Анна Михайловна ушла, и Румянцев остался один. Лицо его горело от возбуждения. Такая встреча! Мог ли он этого ожидать?.. С тех пор как они расстались в Петербурге, прошло более двух лет. Он не получал от нее никакой весточки. И вот она здесь…
За эти два года графиня заметно изменилась. От полудетского наивного выражения на лице не осталось и следа. Лицо ее выражало что-то новое, трудноуловимое. Лишь в глазах оставалась та же боязливость, та же грусть. А под глазами синели полукружия… Она, несомненно, страдала каким-то недугом.
Румянцев уселся на лавочке, устроенной против окон, и стал терпеливо ждать, когда графиня, отдохнув, спустится к нему.

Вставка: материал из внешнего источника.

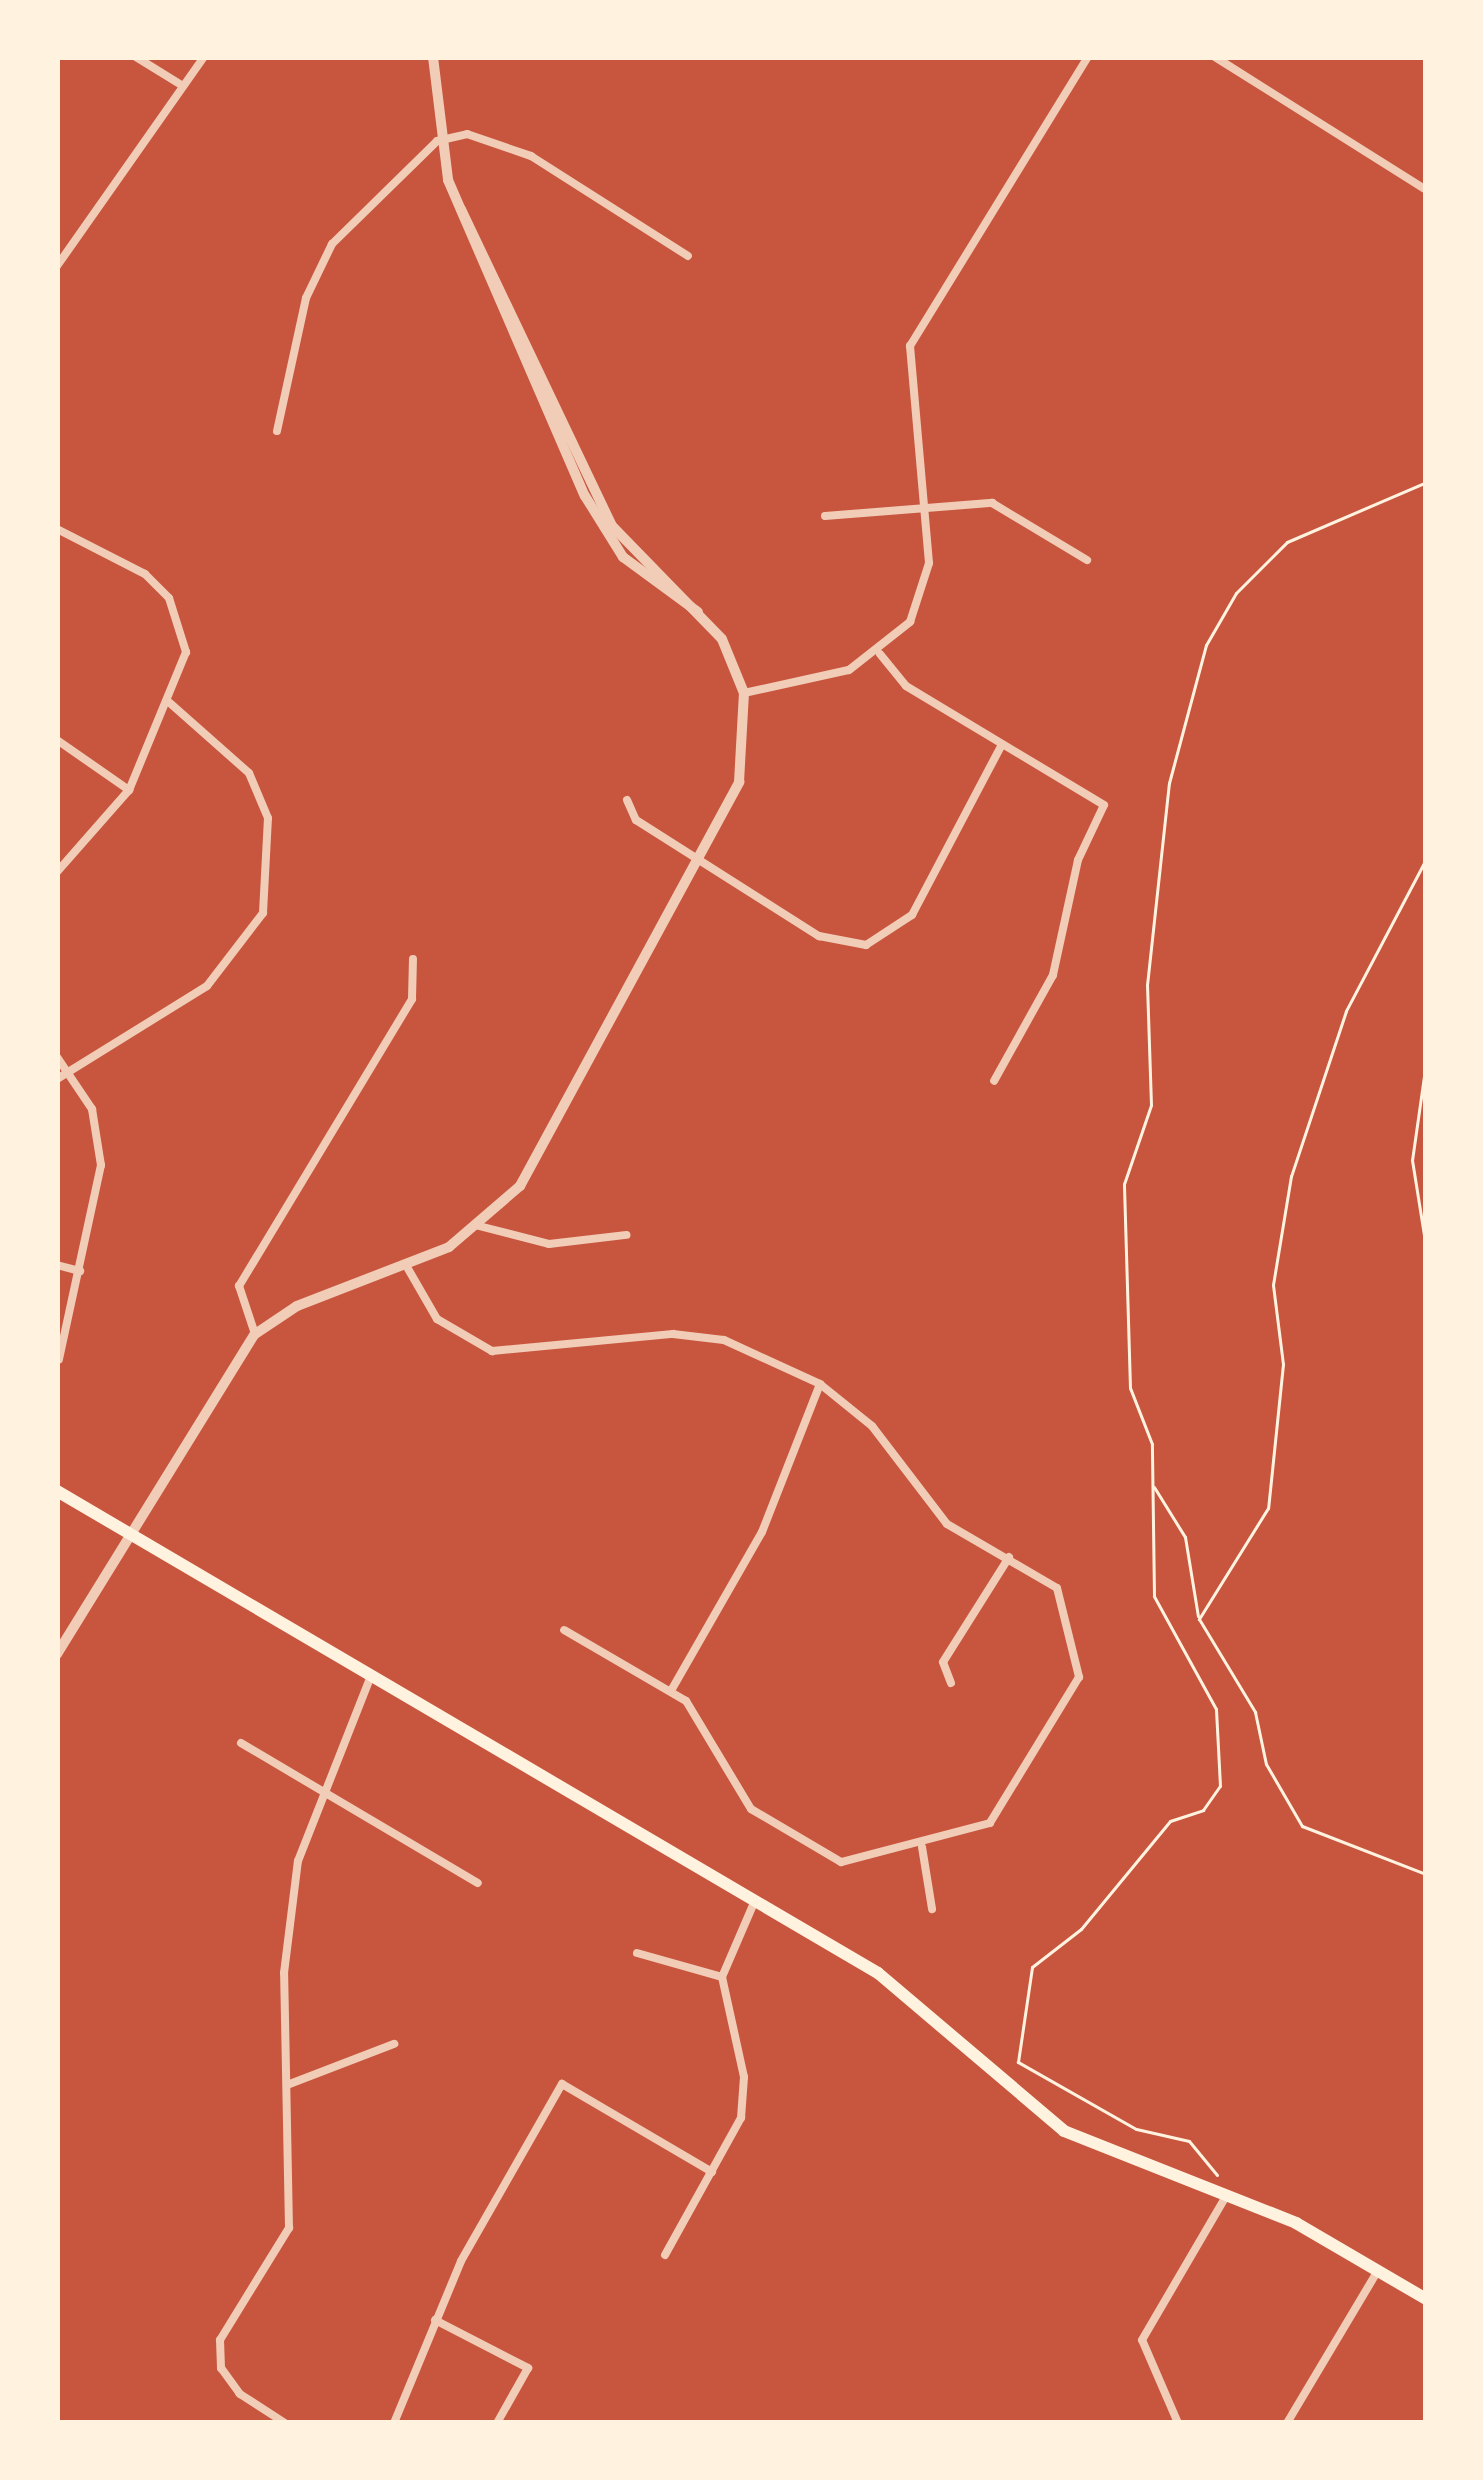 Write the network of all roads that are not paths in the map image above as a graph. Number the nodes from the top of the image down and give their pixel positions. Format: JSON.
{"nodes":[{"id":1,"x":136,"y":57,"type":"edge"},
{"id":2,"x":204,"y":57,"type":"edge"},
{"id":3,"x":434,"y":57,"type":"edge"},
{"id":4,"x":1088,"y":57,"type":"edge"},
{"id":5,"x":1215,"y":57,"type":"edge"},
{"id":6,"x":184,"y":86,"type":"junction"},
{"id":7,"x":437,"y":141,"type":"junction"},
{"id":8,"x":1426,"y":190,"type":"edge"},
{"id":9,"x":688,"y":256,"type":"dead end"},
{"id":10,"x":57,"y":266,"type":"edge"},
{"id":11,"x":277,"y":431,"type":"dead end"},
{"id":12,"x":922,"y":505,"type":"junction"},
{"id":13,"x":825,"y":516,"type":"dead end"},
{"id":14,"x":57,"y":530,"type":"edge"},
{"id":15,"x":1088,"y":560,"type":"dead end"},
{"id":16,"x":880,"y":654,"type":"junction"},
{"id":17,"x":744,"y":693,"type":"junction"},
{"id":18,"x":170,"y":703,"type":"junction"},
{"id":19,"x":57,"y":740,"type":"edge"},
{"id":20,"x":1000,"y":746,"type":"junction"},
{"id":21,"x":129,"y":790,"type":"junction"},
{"id":22,"x":627,"y":800,"type":"dead end"},
{"id":23,"x":698,"y":857,"type":"junction"},
{"id":24,"x":57,"y":872,"type":"edge"},
{"id":25,"x":413,"y":959,"type":"dead end"},
{"id":26,"x":57,"y":1057,"type":"edge"},
{"id":27,"x":68,"y":1073,"type":"junction"},
{"id":28,"x":57,"y":1079,"type":"edge"},
{"id":29,"x":994,"y":1081,"type":"dead end"},
{"id":30,"x":479,"y":1226,"type":"junction"},
{"id":31,"x":626,"y":1235,"type":"dead end"},
{"id":32,"x":57,"y":1264,"type":"edge"},
{"id":33,"x":407,"y":1267,"type":"junction"},
{"id":34,"x":80,"y":1271,"type":"junction"},
{"id":35,"x":255,"y":1334,"type":"junction"},
{"id":36,"x":59,"y":1360,"type":"edge"},
{"id":37,"x":820,"y":1384,"type":"junction"},
{"id":38,"x":57,"y":1491,"type":"edge"},
{"id":39,"x":130,"y":1534,"type":"junction"},
{"id":40,"x":1009,"y":1557,"type":"junction"},
{"id":41,"x":564,"y":1630,"type":"dead end"},
{"id":42,"x":57,"y":1654,"type":"edge"},
{"id":43,"x":370,"y":1678,"type":"junction"},
{"id":44,"x":951,"y":1683,"type":"dead end"},
{"id":45,"x":671,"y":1689,"type":"junction"},
{"id":46,"x":241,"y":1743,"type":"dead end"},
{"id":47,"x":320,"y":1788,"type":"junction"},
{"id":48,"x":922,"y":1847,"type":"junction"},
{"id":49,"x":478,"y":1883,"type":"dead end"},
{"id":50,"x":753,"y":1905,"type":"junction"},
{"id":51,"x":932,"y":1909,"type":"dead end"},
{"id":52,"x":637,"y":1953,"type":"dead end"},
{"id":53,"x":722,"y":1977,"type":"junction"},
{"id":54,"x":394,"y":2044,"type":"dead end"},
{"id":55,"x":286,"y":2085,"type":"junction"},
{"id":56,"x":712,"y":2172,"type":"junction"},
{"id":57,"x":1226,"y":2195,"type":"junction"},
{"id":58,"x":665,"y":2255,"type":"dead end"},
{"id":59,"x":1378,"y":2270,"type":"junction"},
{"id":60,"x":1426,"y":2299,"type":"edge"},
{"id":61,"x":435,"y":2320,"type":"junction"},
{"id":62,"x":285,"y":2423,"type":"edge"},
{"id":63,"x":394,"y":2423,"type":"edge"},
{"id":64,"x":496,"y":2423,"type":"edge"},
{"id":65,"x":1178,"y":2423,"type":"edge"},
{"id":66,"x":1286,"y":2423,"type":"edge"}],
"edges":[{"from":1,"to":6,"type":"street"},
{"from":2,"to":6,"type":"street"},
{"from":3,"to":7,"type":"street"},
{"from":4,"to":12,"type":"street"},
{"from":5,"to":8,"type":"street"},
{"from":6,"to":10,"type":"street"},
{"from":7,"to":9,"type":"street"},
{"from":7,"to":11,"type":"street"},
{"from":7,"to":17,"type":"street"},
{"from":12,"to":13,"type":"street"},
{"from":12,"to":15,"type":"street"},
{"from":12,"to":16,"type":"street"},
{"from":14,"to":18,"type":"street"},
{"from":16,"to":17,"type":"street"},
{"from":16,"to":20,"type":"street"},
{"from":17,"to":23,"type":"street"},
{"from":18,"to":21,"type":"street"},
{"from":18,"to":27,"type":"street"},
{"from":19,"to":21,"type":"street"},
{"from":20,"to":23,"type":"street"},
{"from":20,"to":29,"type":"street"},
{"from":21,"to":24,"type":"street"},
{"from":22,"to":23,"type":"street"},
{"from":23,"to":30,"type":"street"},
{"from":25,"to":35,"type":"street"},
{"from":26,"to":27,"type":"street"},
{"from":27,"to":28,"type":"street"},
{"from":27,"to":34,"type":"street"},
{"from":30,"to":31,"type":"street"},
{"from":30,"to":33,"type":"street"},
{"from":32,"to":34,"type":"street"},
{"from":33,"to":35,"type":"street"},
{"from":33,"to":37,"type":"street"},
{"from":34,"to":36,"type":"street"},
{"from":35,"to":39,"type":"street"},
{"from":37,"to":40,"type":"street"},
{"from":37,"to":45,"type":"street"},
{"from":38,"to":39,"type":"main road"},
{"from":39,"to":42,"type":"street"},
{"from":39,"to":43,"type":"main road"},
{"from":40,"to":44,"type":"street"},
{"from":40,"to":48,"type":"street"},
{"from":41,"to":45,"type":"street"},
{"from":43,"to":47,"type":"street"},
{"from":43,"to":50,"type":"main road"},
{"from":45,"to":48,"type":"street"},
{"from":46,"to":47,"type":"street"},
{"from":47,"to":49,"type":"street"},
{"from":47,"to":55,"type":"street"},
{"from":48,"to":51,"type":"street"},
{"from":50,"to":53,"type":"street"},
{"from":50,"to":57,"type":"main road"},
{"from":52,"to":53,"type":"street"},
{"from":53,"to":56,"type":"street"},
{"from":54,"to":55,"type":"street"},
{"from":55,"to":62,"type":"street"},
{"from":56,"to":58,"type":"street"},
{"from":56,"to":61,"type":"street"},
{"from":57,"to":59,"type":"main road"},
{"from":57,"to":65,"type":"street"},
{"from":59,"to":60,"type":"main road"},
{"from":59,"to":66,"type":"street"},
{"from":61,"to":63,"type":"street"},
{"from":61,"to":64,"type":"street"}]}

Прошло более часа, а ее все не было. Наконец послышались знакомые легкие шаги. Он встретил ее стоя. Она была в голубом сарафане, без капота, — отдохнувшая, красивая.

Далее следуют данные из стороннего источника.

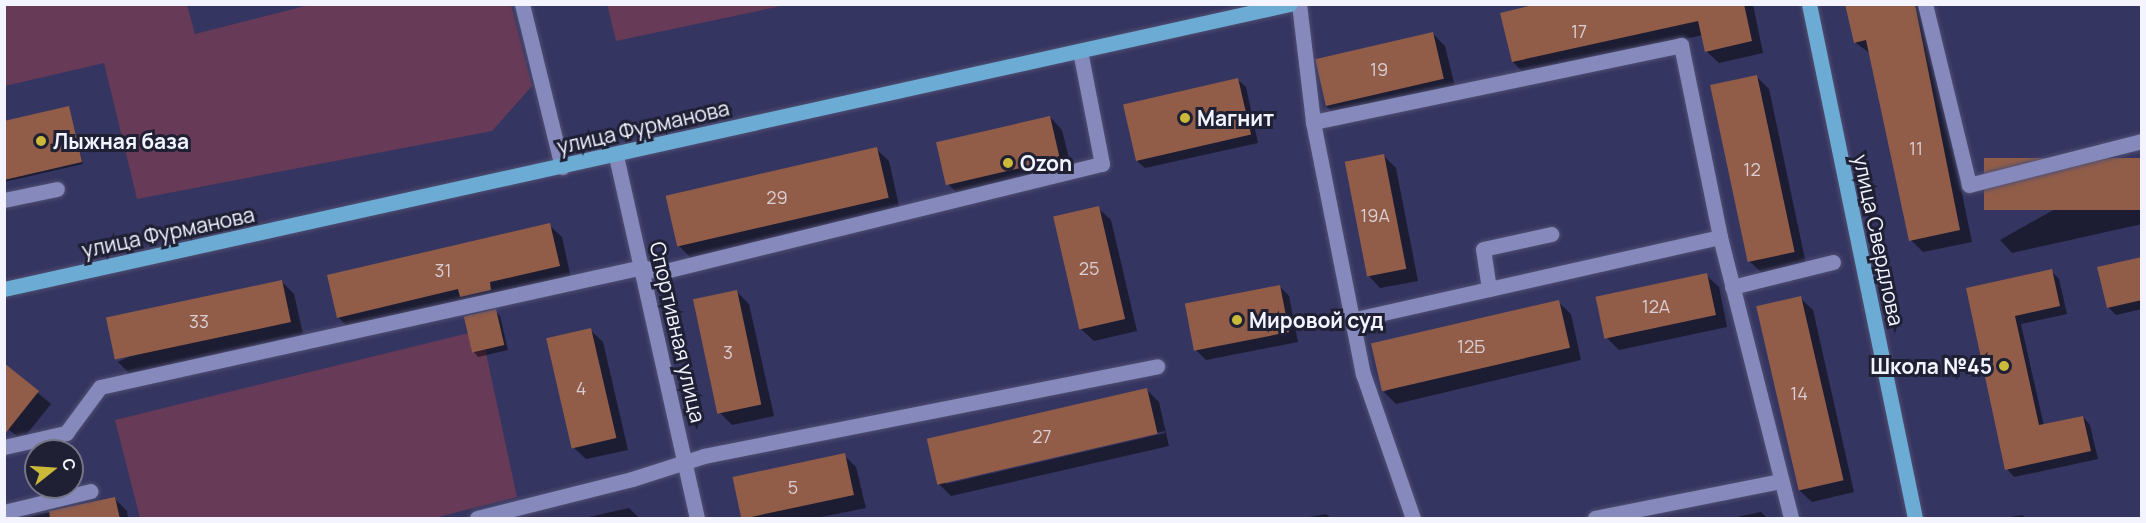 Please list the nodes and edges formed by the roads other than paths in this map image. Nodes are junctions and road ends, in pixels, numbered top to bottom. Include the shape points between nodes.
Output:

— Я уже подумывал, что вы забыли обо мне, — сказал он первое, что пришло в голову.
— Мне было немножко дурно, но сейчас, кажется, все прошло.
Он предложил прогуляться в приморский парк, и они не спеша направились туда по песчаной дорожке. Встречный людской поток постоянно угрожал разъединить их, и им приходилось держаться очень близко.
— Вы домой? — спросила графиня, когда они подходили к парку.
— Домой.
— Параша мне говорила. Там вас ждут.
Румянцев чуть придержал ее.
— Скажите наконец, что произошло?
— А разве вам не известно?
— Мне известно только то, что Петр отрекся от престола. Я хотел бы знать, что заставило его пойти на такой шаг и где он сейчас?
— Петр? Его нет в живых…
— Как?! — остановился Румянцев.
— Двор утверждает, что он умер собственной смертью, но этому никто не верит. Все думают, что его убили Орловы. — Графиня перекрестилась: — Царство ему небесное. Все-таки он был добрый человек…
— Я хочу знать от вас всю правду.
— Не спрашивайте. Это было ужасно!.. Против государя взбунтовалась гвардия. В те ужасные часы мы с Парашей были с ним. До самого момента отречения…
Анна Михайловна стала рассказывать подробности переворота — обо всем, что видела своими глазами. Когда она кончила, Румянцев долго молчал, осмысливая услышанное.
— Вы говорили об Орловых. Кто они такие?
— Не знаю. Знаю только, что их несколько братьев, кажется, пятеро, и что отец их губернатор в Новгороде. Роду же они незнатного… Впрочем, я не желаю о них говорить, — резко повела плечом графиня. — Поговорим лучше о вас. Когда собираетесь выехать в Петербург?
Румянцев сразу заскучнел.
— Собирался завтра, а теперь не знаю. Возможно, совсем не поеду.
— Не понимаю.
— Я устал, мне нужно полечиться. И если вы позволите сопровождать вас на воды…
— Это невозможно! — испуганно перебила его графиня.
Они не заметили, как очутились в парке, и теперь шли по тенистой тополиной аллее, усеянной засохшими, твердыми соцветиями. Вокруг не было ни души. Тишину нарушали лишь шелест листьев да шум морского прибоя. От ходьбы графиня немного устала, и они сели на скамейку против маленького фонтанчика, сделанного в виде сказочного цветка. Вода выбивалась из чаши неуверенной струей, рассыпаясь на мелкие брызги, которые падали на гладкие камешки, уложенные вокруг.